(Stored data entries)
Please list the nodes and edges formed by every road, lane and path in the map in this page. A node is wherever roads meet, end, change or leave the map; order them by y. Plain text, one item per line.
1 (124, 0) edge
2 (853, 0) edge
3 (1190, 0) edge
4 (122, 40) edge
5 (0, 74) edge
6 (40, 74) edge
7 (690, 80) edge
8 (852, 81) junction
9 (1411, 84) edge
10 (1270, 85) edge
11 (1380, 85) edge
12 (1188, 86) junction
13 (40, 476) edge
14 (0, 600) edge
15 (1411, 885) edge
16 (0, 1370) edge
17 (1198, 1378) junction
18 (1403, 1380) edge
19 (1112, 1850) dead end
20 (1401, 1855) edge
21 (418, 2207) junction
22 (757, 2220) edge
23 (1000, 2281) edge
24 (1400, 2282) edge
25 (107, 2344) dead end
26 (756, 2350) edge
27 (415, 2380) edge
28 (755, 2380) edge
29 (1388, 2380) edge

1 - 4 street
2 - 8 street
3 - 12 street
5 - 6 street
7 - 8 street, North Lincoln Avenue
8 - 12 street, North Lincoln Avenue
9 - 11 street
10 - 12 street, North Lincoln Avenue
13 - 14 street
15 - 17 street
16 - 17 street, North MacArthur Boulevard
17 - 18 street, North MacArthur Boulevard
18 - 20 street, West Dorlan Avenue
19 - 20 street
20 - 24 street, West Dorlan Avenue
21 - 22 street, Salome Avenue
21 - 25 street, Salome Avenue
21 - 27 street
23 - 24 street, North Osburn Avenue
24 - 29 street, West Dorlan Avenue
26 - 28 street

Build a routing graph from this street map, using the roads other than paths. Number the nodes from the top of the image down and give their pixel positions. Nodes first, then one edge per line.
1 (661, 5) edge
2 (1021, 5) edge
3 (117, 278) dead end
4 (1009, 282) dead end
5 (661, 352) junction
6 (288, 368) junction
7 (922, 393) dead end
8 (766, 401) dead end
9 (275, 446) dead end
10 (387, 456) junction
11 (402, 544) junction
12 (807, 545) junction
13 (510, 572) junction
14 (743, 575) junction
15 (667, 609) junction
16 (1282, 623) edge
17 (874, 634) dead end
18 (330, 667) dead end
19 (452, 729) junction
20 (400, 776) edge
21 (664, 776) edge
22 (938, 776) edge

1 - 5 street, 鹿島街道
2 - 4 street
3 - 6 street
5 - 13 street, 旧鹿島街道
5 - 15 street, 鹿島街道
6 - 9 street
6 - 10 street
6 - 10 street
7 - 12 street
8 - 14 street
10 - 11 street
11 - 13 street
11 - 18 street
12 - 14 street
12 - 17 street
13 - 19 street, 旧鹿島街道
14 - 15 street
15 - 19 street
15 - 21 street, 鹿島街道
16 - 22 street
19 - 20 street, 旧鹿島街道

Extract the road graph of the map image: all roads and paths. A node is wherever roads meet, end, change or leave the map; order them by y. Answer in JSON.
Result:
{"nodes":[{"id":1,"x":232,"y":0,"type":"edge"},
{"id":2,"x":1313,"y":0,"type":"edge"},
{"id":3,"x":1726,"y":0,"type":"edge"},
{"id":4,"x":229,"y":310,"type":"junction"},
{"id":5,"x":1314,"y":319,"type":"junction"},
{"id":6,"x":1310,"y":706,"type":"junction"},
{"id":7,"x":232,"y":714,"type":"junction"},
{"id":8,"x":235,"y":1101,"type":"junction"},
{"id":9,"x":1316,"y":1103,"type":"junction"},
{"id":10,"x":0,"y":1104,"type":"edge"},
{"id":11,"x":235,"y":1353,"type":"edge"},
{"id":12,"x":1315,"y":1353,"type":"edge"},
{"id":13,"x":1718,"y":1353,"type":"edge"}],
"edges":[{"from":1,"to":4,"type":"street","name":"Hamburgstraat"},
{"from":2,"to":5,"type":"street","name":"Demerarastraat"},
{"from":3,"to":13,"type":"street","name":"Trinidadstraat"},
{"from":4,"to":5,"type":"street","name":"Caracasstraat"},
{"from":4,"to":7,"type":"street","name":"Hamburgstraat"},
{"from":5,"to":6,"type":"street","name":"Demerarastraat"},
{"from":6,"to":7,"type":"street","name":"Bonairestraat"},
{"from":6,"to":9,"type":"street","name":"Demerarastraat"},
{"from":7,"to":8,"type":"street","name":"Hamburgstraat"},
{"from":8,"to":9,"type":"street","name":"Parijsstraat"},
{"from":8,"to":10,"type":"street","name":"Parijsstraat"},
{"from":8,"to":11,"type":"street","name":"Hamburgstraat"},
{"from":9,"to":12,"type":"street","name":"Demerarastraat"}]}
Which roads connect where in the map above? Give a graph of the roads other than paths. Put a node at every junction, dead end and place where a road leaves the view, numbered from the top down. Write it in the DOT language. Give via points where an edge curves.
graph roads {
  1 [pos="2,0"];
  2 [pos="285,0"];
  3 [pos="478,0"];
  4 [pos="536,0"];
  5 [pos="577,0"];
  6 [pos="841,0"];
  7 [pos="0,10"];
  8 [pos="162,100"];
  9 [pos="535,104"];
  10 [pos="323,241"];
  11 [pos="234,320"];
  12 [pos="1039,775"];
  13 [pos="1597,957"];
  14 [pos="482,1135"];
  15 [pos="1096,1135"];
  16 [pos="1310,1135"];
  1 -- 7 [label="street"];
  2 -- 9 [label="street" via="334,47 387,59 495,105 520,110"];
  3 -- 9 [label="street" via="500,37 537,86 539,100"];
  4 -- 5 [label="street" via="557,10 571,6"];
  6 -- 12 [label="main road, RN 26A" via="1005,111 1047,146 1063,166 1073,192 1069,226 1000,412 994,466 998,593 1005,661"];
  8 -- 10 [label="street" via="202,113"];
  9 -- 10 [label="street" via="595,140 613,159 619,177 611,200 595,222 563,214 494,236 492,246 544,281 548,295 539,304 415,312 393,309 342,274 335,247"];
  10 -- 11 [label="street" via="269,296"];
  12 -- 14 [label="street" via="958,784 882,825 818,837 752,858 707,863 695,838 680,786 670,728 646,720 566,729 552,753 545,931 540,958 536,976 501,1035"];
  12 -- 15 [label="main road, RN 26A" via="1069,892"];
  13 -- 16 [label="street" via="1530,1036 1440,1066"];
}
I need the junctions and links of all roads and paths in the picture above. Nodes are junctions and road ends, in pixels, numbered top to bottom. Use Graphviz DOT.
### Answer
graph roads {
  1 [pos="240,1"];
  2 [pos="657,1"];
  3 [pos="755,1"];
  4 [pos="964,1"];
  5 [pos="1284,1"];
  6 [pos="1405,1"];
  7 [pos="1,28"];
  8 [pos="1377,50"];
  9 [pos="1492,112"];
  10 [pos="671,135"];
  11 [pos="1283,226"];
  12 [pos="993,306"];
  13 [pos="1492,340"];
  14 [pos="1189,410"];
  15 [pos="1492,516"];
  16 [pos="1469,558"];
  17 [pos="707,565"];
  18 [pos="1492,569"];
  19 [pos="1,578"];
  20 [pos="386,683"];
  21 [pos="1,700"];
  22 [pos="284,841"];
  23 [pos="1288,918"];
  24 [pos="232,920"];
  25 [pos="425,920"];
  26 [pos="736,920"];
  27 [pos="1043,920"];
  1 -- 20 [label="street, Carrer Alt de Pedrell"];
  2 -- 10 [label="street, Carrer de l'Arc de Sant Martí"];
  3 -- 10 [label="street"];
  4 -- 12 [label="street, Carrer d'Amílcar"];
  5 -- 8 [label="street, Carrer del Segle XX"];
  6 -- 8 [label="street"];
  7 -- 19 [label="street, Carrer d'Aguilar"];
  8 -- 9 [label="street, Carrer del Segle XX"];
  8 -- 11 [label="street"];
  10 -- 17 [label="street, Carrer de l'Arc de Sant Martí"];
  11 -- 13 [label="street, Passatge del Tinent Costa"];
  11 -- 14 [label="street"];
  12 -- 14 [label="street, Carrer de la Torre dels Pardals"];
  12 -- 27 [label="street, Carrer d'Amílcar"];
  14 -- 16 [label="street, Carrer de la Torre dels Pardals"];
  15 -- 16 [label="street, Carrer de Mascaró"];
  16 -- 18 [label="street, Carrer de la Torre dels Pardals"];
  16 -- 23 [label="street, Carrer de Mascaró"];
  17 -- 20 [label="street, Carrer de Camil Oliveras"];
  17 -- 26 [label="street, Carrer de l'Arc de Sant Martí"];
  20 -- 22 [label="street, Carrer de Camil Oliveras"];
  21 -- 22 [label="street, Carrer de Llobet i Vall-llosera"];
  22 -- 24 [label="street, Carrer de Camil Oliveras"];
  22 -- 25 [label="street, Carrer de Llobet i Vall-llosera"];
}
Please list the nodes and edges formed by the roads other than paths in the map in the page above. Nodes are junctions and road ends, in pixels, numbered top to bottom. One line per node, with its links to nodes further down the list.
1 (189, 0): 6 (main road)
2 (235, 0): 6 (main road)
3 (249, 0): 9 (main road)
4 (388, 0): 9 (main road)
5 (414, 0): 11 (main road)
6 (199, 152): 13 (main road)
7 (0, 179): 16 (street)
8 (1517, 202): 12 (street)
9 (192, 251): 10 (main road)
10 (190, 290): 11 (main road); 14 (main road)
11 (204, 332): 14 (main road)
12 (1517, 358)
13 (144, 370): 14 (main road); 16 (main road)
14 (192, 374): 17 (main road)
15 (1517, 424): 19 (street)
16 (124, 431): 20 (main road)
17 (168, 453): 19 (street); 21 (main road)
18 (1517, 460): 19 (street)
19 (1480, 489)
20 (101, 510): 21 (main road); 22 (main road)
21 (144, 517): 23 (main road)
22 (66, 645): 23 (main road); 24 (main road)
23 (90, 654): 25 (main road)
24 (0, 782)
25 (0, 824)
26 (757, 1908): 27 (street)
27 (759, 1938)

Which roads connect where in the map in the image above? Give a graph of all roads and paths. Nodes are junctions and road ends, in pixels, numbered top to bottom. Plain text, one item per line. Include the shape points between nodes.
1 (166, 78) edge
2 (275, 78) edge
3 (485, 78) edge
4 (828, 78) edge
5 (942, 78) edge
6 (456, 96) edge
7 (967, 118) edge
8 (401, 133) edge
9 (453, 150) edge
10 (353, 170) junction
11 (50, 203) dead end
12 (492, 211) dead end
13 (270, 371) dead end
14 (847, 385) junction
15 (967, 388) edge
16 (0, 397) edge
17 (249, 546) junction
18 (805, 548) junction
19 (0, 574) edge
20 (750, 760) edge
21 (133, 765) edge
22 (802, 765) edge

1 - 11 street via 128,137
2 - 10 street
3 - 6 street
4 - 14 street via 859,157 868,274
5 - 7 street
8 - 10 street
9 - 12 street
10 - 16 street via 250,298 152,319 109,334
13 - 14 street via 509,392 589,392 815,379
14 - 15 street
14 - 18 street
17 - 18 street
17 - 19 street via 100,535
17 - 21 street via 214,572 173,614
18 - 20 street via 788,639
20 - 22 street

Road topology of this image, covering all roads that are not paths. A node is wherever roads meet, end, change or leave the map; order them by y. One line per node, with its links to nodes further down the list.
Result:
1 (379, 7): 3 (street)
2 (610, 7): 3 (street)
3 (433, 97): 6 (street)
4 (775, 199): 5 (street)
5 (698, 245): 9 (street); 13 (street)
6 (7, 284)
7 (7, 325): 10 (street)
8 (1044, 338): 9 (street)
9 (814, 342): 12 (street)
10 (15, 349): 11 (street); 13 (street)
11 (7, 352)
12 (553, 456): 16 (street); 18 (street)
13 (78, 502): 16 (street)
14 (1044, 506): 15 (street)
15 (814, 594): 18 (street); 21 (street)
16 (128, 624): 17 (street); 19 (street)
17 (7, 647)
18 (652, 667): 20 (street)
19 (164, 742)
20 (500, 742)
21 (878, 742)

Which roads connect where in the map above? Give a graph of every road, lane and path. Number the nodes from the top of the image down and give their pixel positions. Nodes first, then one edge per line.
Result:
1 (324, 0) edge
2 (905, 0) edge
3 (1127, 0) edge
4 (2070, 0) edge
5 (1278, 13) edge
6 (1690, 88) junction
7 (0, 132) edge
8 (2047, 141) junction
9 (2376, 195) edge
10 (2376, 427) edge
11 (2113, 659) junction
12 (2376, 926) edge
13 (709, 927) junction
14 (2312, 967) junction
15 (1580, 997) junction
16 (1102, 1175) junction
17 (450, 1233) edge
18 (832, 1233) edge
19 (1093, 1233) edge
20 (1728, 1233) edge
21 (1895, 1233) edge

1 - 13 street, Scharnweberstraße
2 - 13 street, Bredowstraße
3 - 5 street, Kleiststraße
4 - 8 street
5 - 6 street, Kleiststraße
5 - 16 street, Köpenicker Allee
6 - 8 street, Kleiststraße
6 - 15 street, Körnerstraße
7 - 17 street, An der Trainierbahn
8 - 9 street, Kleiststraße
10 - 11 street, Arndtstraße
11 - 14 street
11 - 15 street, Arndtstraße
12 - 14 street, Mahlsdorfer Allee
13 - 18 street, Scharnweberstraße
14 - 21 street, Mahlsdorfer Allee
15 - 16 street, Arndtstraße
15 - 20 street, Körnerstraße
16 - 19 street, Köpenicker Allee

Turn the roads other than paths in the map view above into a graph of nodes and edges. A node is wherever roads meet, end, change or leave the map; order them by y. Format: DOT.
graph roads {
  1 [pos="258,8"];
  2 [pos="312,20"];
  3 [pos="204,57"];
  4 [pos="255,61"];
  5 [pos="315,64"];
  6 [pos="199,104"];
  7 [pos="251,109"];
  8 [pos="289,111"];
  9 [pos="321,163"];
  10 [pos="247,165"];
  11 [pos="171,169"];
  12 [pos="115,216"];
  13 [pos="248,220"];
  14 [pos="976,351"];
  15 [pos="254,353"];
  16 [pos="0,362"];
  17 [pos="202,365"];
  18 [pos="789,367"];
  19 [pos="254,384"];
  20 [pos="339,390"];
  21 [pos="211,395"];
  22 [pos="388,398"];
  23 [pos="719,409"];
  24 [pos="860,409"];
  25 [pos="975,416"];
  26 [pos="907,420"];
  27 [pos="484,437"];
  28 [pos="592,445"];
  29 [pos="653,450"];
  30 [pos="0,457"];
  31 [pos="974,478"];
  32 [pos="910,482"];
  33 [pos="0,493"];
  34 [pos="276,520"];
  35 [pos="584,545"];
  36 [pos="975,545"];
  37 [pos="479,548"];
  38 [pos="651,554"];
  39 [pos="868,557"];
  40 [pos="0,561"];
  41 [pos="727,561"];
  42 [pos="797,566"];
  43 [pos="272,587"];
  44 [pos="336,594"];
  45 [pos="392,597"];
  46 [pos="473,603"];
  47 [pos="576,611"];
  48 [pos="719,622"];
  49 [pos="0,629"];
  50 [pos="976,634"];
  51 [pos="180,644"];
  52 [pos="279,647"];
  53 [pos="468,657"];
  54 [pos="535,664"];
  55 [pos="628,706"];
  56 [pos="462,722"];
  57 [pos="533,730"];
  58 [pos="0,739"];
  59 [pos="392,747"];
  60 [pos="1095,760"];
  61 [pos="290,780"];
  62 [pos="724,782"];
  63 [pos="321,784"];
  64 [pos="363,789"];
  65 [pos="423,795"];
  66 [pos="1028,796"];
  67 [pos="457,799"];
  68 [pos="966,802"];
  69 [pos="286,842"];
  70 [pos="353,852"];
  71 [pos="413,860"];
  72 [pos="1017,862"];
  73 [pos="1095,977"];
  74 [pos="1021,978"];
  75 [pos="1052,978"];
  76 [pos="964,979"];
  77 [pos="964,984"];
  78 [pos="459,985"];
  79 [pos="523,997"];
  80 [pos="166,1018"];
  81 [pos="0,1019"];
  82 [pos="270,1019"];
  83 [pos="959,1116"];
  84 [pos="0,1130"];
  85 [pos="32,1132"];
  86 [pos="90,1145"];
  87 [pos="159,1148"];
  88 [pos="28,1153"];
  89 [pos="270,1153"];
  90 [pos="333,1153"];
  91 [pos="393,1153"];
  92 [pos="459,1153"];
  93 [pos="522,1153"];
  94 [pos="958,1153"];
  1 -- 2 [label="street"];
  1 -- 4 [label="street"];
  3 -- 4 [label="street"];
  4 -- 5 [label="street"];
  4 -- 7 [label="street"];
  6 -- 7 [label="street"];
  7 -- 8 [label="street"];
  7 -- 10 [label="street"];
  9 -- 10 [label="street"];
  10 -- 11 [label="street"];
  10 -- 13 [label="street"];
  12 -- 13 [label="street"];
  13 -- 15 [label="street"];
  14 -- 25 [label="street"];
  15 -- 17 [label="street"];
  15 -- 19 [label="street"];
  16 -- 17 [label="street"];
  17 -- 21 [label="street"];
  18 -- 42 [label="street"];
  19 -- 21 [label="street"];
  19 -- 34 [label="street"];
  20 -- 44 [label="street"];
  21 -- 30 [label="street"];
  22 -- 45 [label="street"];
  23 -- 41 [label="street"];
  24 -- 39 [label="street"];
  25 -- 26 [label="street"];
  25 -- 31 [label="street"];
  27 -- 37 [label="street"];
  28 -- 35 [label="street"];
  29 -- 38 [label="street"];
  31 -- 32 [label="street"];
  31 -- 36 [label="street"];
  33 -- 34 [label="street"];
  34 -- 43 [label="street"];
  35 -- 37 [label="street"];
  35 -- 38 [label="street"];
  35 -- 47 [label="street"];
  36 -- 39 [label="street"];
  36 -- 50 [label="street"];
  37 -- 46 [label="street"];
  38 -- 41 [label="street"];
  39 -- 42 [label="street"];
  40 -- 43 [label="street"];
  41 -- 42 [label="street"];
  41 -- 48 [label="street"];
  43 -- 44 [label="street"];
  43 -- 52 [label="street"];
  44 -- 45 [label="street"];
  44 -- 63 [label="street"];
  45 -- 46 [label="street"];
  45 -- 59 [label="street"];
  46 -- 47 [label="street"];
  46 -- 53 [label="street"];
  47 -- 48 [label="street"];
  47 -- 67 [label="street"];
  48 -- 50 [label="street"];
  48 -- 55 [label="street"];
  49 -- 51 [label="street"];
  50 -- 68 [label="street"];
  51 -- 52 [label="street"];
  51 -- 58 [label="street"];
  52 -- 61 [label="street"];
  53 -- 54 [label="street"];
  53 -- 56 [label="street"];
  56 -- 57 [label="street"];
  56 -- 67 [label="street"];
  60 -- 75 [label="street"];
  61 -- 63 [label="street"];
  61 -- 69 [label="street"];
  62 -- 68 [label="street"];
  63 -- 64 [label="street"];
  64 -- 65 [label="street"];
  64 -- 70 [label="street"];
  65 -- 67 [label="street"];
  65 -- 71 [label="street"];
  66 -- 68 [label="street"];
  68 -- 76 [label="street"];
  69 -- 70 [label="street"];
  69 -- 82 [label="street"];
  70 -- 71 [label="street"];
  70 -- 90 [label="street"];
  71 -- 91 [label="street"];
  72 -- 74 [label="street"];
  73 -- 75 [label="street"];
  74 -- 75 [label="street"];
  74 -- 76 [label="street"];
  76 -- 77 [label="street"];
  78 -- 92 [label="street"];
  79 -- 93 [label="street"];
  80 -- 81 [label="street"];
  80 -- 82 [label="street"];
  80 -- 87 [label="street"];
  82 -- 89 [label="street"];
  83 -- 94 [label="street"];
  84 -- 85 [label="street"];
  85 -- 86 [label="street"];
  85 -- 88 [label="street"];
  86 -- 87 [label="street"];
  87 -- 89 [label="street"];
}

TASK ITEM ▸
Your answer should be the lines above, from the line containing "Build a routing" up to and including the line containing "Extract the road", reproduced exactly and with nothing else.

SOLUTION FOR THIS TASK ▸
Build a routing graph from this street map, using the roads other than paths. Number the nodes from the top of the image down and give their pixel positions. Nodes first, then one edge per line.
1 (661, 5) edge
2 (1021, 5) edge
3 (117, 278) dead end
4 (1009, 282) dead end
5 (661, 352) junction
6 (288, 368) junction
7 (922, 393) dead end
8 (766, 401) dead end
9 (275, 446) dead end
10 (387, 456) junction
11 (402, 544) junction
12 (807, 545) junction
13 (510, 572) junction
14 (743, 575) junction
15 (667, 609) junction
16 (1282, 623) edge
17 (874, 634) dead end
18 (330, 667) dead end
19 (452, 729) junction
20 (400, 776) edge
21 (664, 776) edge
22 (938, 776) edge

1 - 5 street, 鹿島街道
2 - 4 street
3 - 6 street
5 - 13 street, 旧鹿島街道
5 - 15 street, 鹿島街道
6 - 9 street
6 - 10 street
6 - 10 street
7 - 12 street
8 - 14 street
10 - 11 street
11 - 13 street
11 - 18 street
12 - 14 street
12 - 17 street
13 - 19 street, 旧鹿島街道
14 - 15 street
15 - 19 street
15 - 21 street, 鹿島街道
16 - 22 street
19 - 20 street, 旧鹿島街道

Extract the road graph of the map image: all roads and paths. A node is wherever roads meet, end, change or leave the map; order them by y. Answer in JSON.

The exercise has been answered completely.